Required action:
Nothing but the records themselves, exactly as written, should appear in the reply; leave out the pictures.

START Data to process

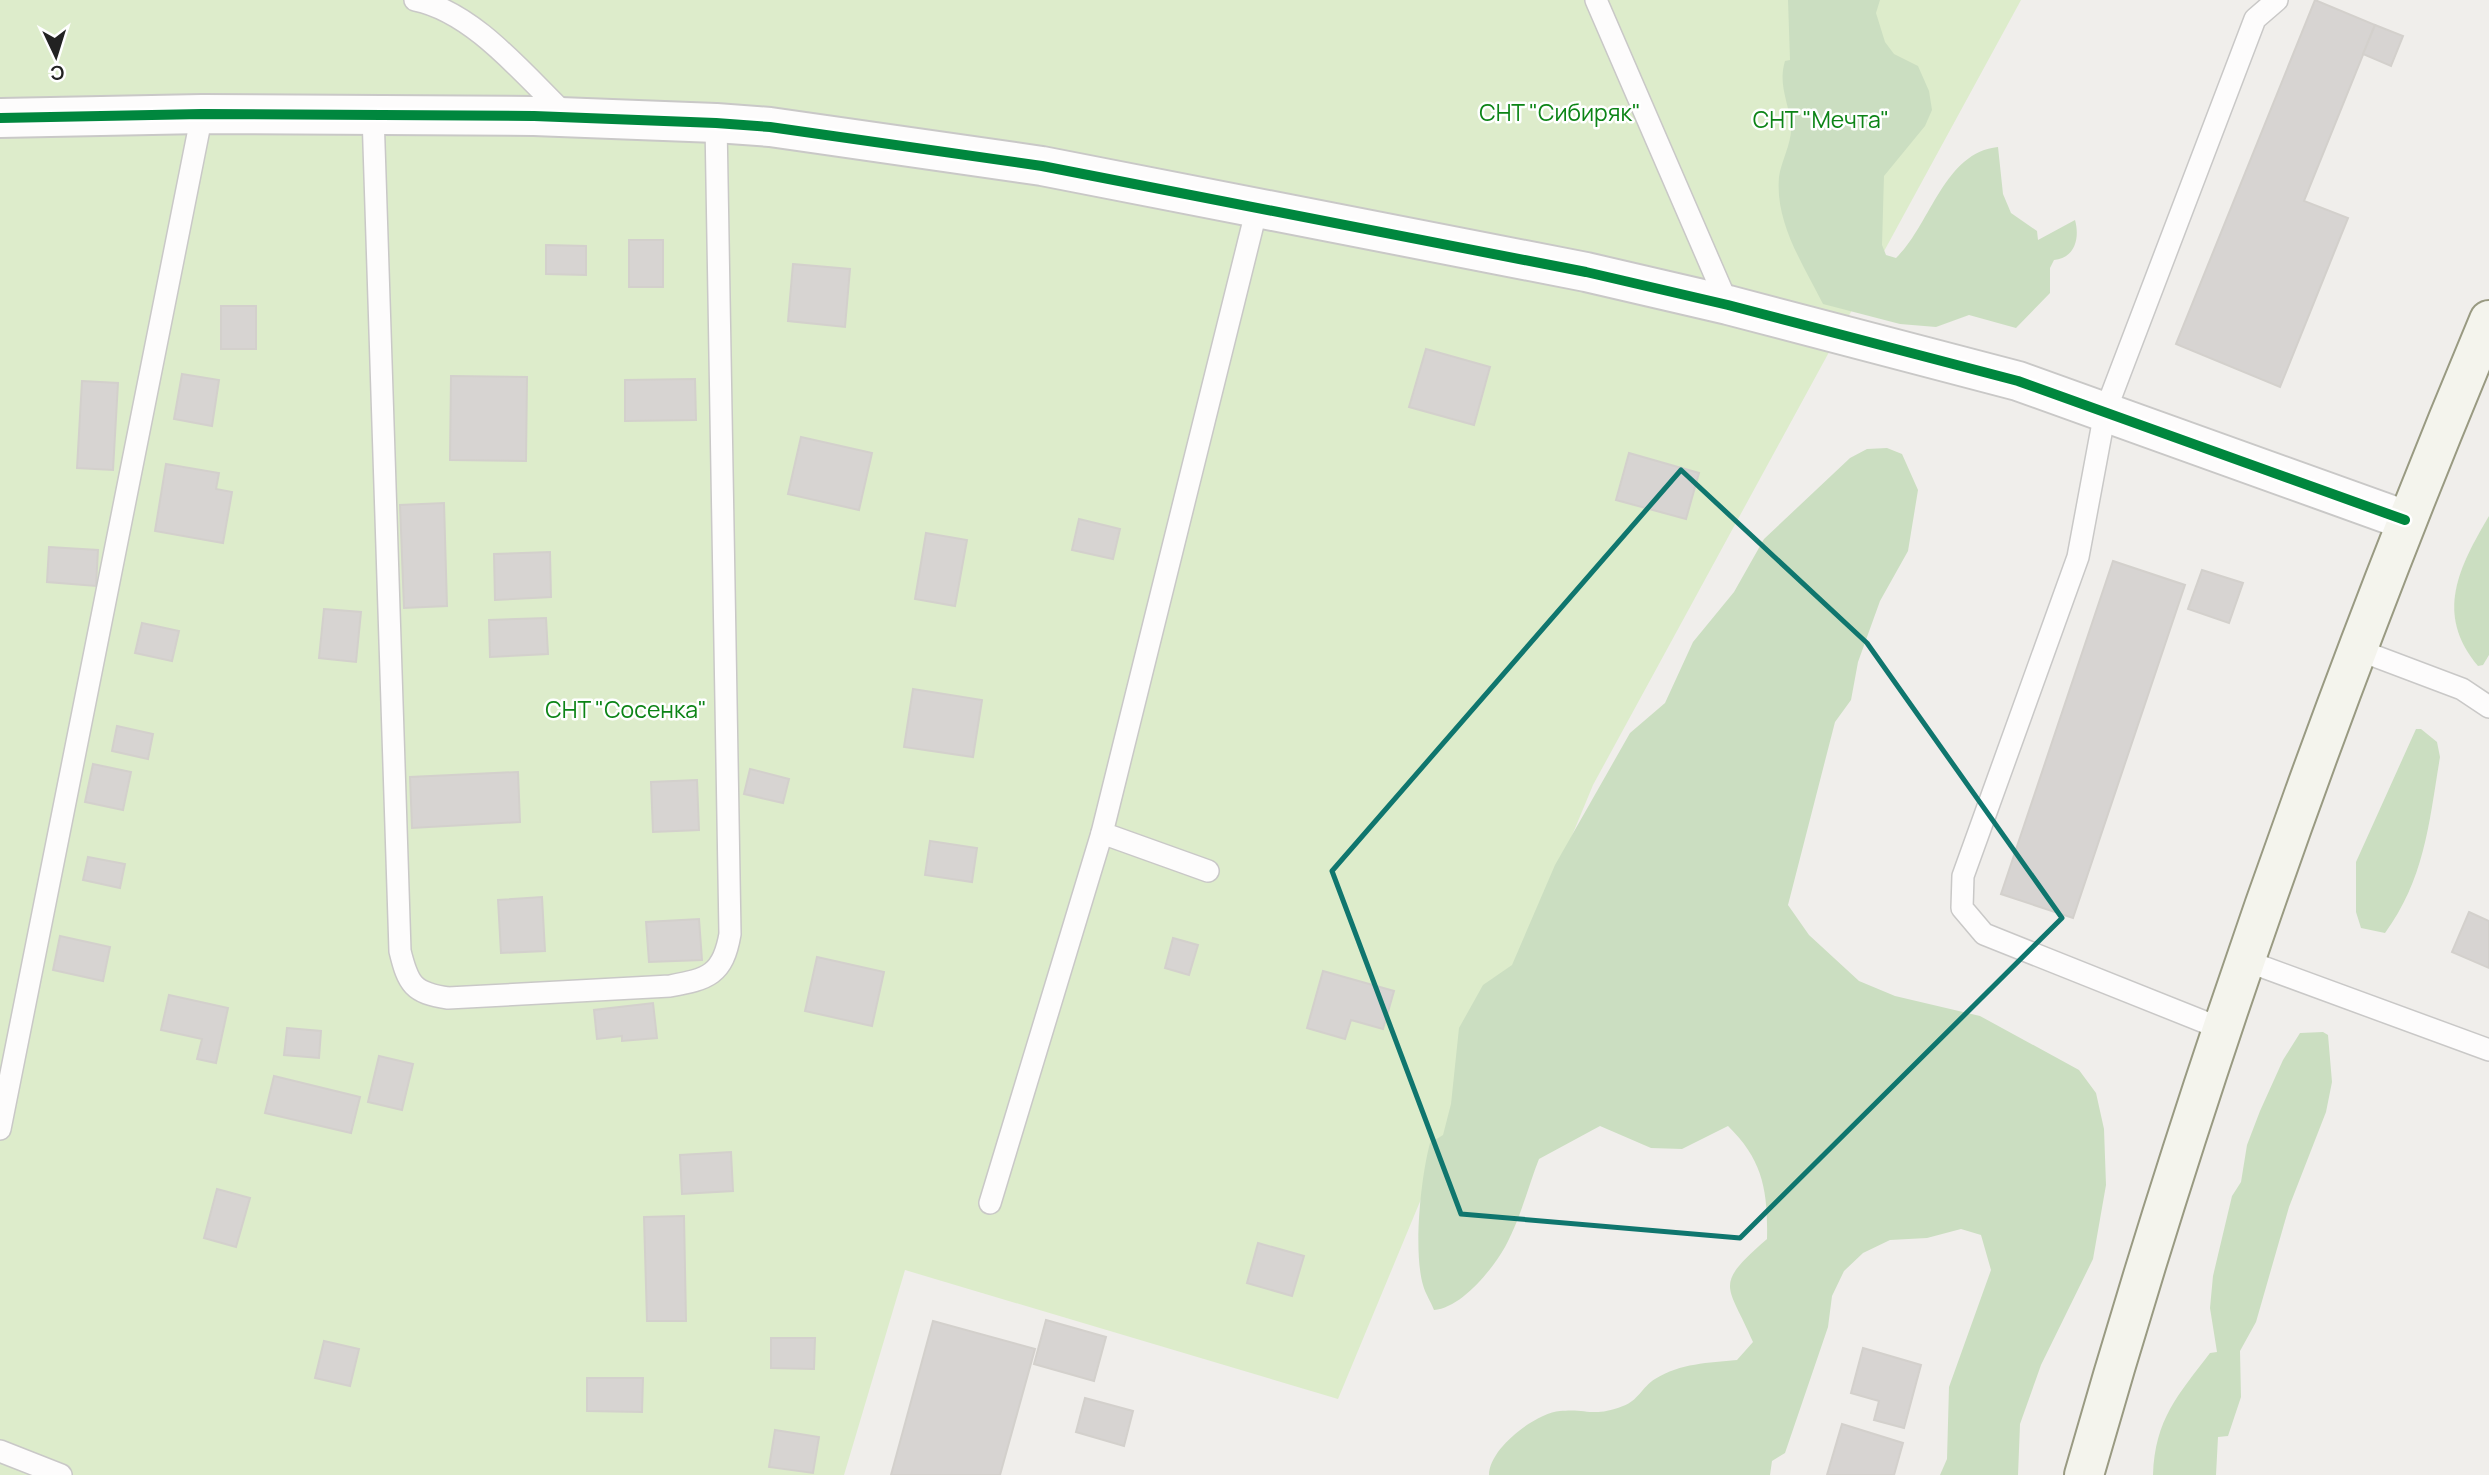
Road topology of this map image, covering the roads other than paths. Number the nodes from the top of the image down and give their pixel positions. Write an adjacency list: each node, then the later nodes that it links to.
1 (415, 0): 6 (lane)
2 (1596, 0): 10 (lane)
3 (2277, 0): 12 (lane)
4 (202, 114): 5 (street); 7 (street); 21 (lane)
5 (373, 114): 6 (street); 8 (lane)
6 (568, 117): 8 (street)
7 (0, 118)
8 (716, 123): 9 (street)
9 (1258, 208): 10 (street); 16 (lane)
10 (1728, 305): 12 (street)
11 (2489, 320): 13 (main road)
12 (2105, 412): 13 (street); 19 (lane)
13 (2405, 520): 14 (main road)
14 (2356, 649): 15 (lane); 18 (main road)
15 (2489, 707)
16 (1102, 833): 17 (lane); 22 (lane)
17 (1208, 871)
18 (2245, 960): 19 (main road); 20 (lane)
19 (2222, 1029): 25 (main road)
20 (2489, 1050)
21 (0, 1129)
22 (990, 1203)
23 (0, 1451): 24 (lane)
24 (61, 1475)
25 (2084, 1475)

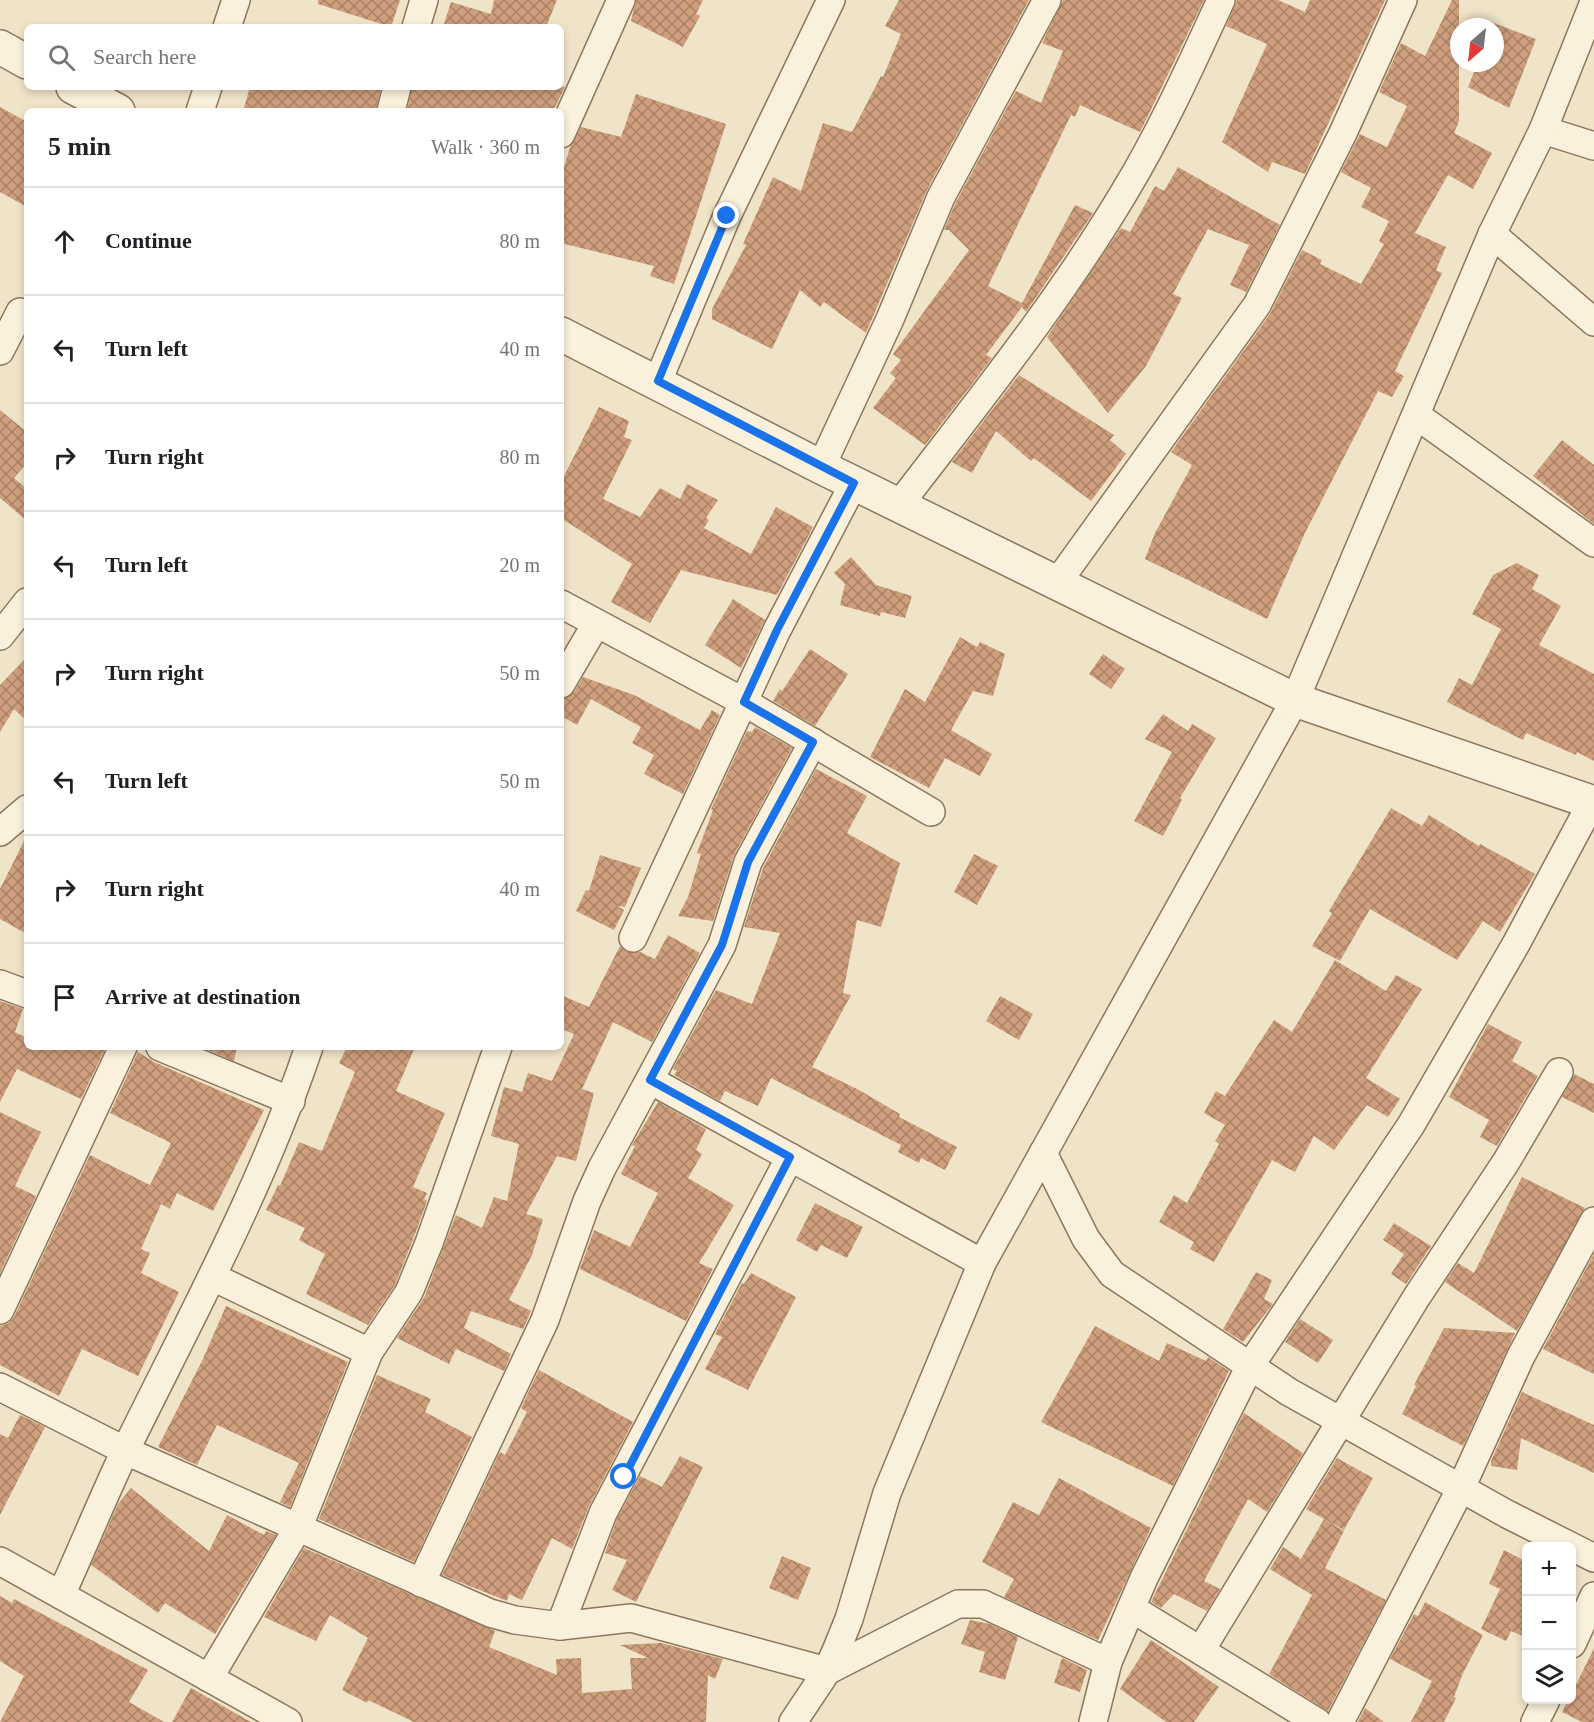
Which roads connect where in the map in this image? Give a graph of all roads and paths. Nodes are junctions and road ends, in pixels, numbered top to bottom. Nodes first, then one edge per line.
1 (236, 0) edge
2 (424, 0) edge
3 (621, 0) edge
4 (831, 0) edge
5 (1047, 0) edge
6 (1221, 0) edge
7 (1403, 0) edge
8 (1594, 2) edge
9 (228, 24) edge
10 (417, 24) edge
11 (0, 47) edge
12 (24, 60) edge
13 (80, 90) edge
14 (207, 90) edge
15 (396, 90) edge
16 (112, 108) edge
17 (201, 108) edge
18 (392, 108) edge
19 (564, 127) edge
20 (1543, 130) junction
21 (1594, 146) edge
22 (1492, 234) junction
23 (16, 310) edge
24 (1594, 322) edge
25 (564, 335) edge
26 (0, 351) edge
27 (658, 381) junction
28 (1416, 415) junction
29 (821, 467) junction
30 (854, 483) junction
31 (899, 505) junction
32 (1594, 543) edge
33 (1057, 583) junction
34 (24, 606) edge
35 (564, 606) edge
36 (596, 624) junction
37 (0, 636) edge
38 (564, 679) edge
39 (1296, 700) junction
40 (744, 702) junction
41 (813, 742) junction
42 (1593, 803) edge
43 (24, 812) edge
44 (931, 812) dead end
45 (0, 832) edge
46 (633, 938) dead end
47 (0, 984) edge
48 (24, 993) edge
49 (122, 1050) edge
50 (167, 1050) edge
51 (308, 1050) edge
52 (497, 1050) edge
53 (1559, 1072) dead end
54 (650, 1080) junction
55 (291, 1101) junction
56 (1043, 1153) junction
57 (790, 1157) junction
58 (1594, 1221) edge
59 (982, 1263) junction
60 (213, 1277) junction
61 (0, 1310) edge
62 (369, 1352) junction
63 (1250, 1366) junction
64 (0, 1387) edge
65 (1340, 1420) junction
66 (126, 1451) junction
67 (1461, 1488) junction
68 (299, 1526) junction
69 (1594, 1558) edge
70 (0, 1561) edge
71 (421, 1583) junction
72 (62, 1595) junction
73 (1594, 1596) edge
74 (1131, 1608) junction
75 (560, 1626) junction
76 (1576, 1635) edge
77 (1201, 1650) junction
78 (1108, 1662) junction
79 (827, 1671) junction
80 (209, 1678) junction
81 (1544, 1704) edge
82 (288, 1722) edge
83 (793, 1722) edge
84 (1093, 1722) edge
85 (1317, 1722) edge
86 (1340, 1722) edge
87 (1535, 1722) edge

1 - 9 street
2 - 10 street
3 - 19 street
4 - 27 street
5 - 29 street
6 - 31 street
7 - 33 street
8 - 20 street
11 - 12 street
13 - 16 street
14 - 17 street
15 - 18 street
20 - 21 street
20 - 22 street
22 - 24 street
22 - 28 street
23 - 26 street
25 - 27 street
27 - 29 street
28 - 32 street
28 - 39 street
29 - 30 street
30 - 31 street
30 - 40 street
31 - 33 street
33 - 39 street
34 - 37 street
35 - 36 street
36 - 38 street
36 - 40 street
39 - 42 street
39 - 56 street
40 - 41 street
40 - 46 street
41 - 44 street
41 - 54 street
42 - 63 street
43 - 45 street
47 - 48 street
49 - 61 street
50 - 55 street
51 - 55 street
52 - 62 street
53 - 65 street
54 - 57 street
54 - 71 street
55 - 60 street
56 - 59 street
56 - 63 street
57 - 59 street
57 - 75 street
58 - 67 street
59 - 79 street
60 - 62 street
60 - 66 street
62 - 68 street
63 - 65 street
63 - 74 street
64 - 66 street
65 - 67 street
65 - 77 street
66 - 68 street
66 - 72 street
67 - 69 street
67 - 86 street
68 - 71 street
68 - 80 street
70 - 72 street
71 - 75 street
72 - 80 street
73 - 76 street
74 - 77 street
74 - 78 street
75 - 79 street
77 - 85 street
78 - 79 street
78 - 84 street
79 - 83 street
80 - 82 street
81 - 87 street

END Data to process

Output for this exercise:
Road topology of this map image, covering the roads other than paths. Number the nodes from the top of the image down and give their pixel positions. Write an adjacency list: each node, then the later nodes that it links to.
1 (415, 0): 6 (lane)
2 (1596, 0): 10 (lane)
3 (2277, 0): 12 (lane)
4 (202, 114): 5 (street); 7 (street); 21 (lane)
5 (373, 114): 6 (street); 8 (lane)
6 (568, 117): 8 (street)
7 (0, 118)
8 (716, 123): 9 (street)
9 (1258, 208): 10 (street); 16 (lane)
10 (1728, 305): 12 (street)
11 (2489, 320): 13 (main road)
12 (2105, 412): 13 (street); 19 (lane)
13 (2405, 520): 14 (main road)
14 (2356, 649): 15 (lane); 18 (main road)
15 (2489, 707)
16 (1102, 833): 17 (lane); 22 (lane)
17 (1208, 871)
18 (2245, 960): 19 (main road); 20 (lane)
19 (2222, 1029): 25 (main road)
20 (2489, 1050)
21 (0, 1129)
22 (990, 1203)
23 (0, 1451): 24 (lane)
24 (61, 1475)
25 (2084, 1475)

Which roads connect where in the map in this image? Give a graph of all roads and paths. Nodes are junctions and road ends, in pixels, numbered top to bottom. Nodes first, then one edge per line.
1 (236, 0) edge
2 (424, 0) edge
3 (621, 0) edge
4 (831, 0) edge
5 (1047, 0) edge
6 (1221, 0) edge
7 (1403, 0) edge
8 (1594, 2) edge
9 (228, 24) edge
10 (417, 24) edge
11 (0, 47) edge
12 (24, 60) edge
13 (80, 90) edge
14 (207, 90) edge
15 (396, 90) edge
16 (112, 108) edge
17 (201, 108) edge
18 (392, 108) edge
19 (564, 127) edge
20 (1543, 130) junction
21 (1594, 146) edge
22 (1492, 234) junction
23 (16, 310) edge
24 (1594, 322) edge
25 (564, 335) edge
26 (0, 351) edge
27 (658, 381) junction
28 (1416, 415) junction
29 (821, 467) junction
30 (854, 483) junction
31 (899, 505) junction
32 (1594, 543) edge
33 (1057, 583) junction
34 (24, 606) edge
35 (564, 606) edge
36 (596, 624) junction
37 (0, 636) edge
38 (564, 679) edge
39 (1296, 700) junction
40 (744, 702) junction
41 (813, 742) junction
42 (1593, 803) edge
43 (24, 812) edge
44 (931, 812) dead end
45 (0, 832) edge
46 (633, 938) dead end
47 (0, 984) edge
48 (24, 993) edge
49 (122, 1050) edge
50 (167, 1050) edge
51 (308, 1050) edge
52 (497, 1050) edge
53 (1559, 1072) dead end
54 (650, 1080) junction
55 (291, 1101) junction
56 (1043, 1153) junction
57 (790, 1157) junction
58 (1594, 1221) edge
59 (982, 1263) junction
60 (213, 1277) junction
61 (0, 1310) edge
62 (369, 1352) junction
63 (1250, 1366) junction
64 (0, 1387) edge
65 (1340, 1420) junction
66 (126, 1451) junction
67 (1461, 1488) junction
68 (299, 1526) junction
69 (1594, 1558) edge
70 (0, 1561) edge
71 (421, 1583) junction
72 (62, 1595) junction
73 (1594, 1596) edge
74 (1131, 1608) junction
75 (560, 1626) junction
76 (1576, 1635) edge
77 (1201, 1650) junction
78 (1108, 1662) junction
79 (827, 1671) junction
80 (209, 1678) junction
81 (1544, 1704) edge
82 (288, 1722) edge
83 (793, 1722) edge
84 (1093, 1722) edge
85 (1317, 1722) edge
86 (1340, 1722) edge
87 (1535, 1722) edge

1 - 9 street
2 - 10 street
3 - 19 street
4 - 27 street
5 - 29 street
6 - 31 street
7 - 33 street
8 - 20 street
11 - 12 street
13 - 16 street
14 - 17 street
15 - 18 street
20 - 21 street
20 - 22 street
22 - 24 street
22 - 28 street
23 - 26 street
25 - 27 street
27 - 29 street
28 - 32 street
28 - 39 street
29 - 30 street
30 - 31 street
30 - 40 street
31 - 33 street
33 - 39 street
34 - 37 street
35 - 36 street
36 - 38 street
36 - 40 street
39 - 42 street
39 - 56 street
40 - 41 street
40 - 46 street
41 - 44 street
41 - 54 street
42 - 63 street
43 - 45 street
47 - 48 street
49 - 61 street
50 - 55 street
51 - 55 street
52 - 62 street
53 - 65 street
54 - 57 street
54 - 71 street
55 - 60 street
56 - 59 street
56 - 63 street
57 - 59 street
57 - 75 street
58 - 67 street
59 - 79 street
60 - 62 street
60 - 66 street
62 - 68 street
63 - 65 street
63 - 74 street
64 - 66 street
65 - 67 street
65 - 77 street
66 - 68 street
66 - 72 street
67 - 69 street
67 - 86 street
68 - 71 street
68 - 80 street
70 - 72 street
71 - 75 street
72 - 80 street
73 - 76 street
74 - 77 street
74 - 78 street
75 - 79 street
77 - 85 street
78 - 79 street
78 - 84 street
79 - 83 street
80 - 82 street
81 - 87 street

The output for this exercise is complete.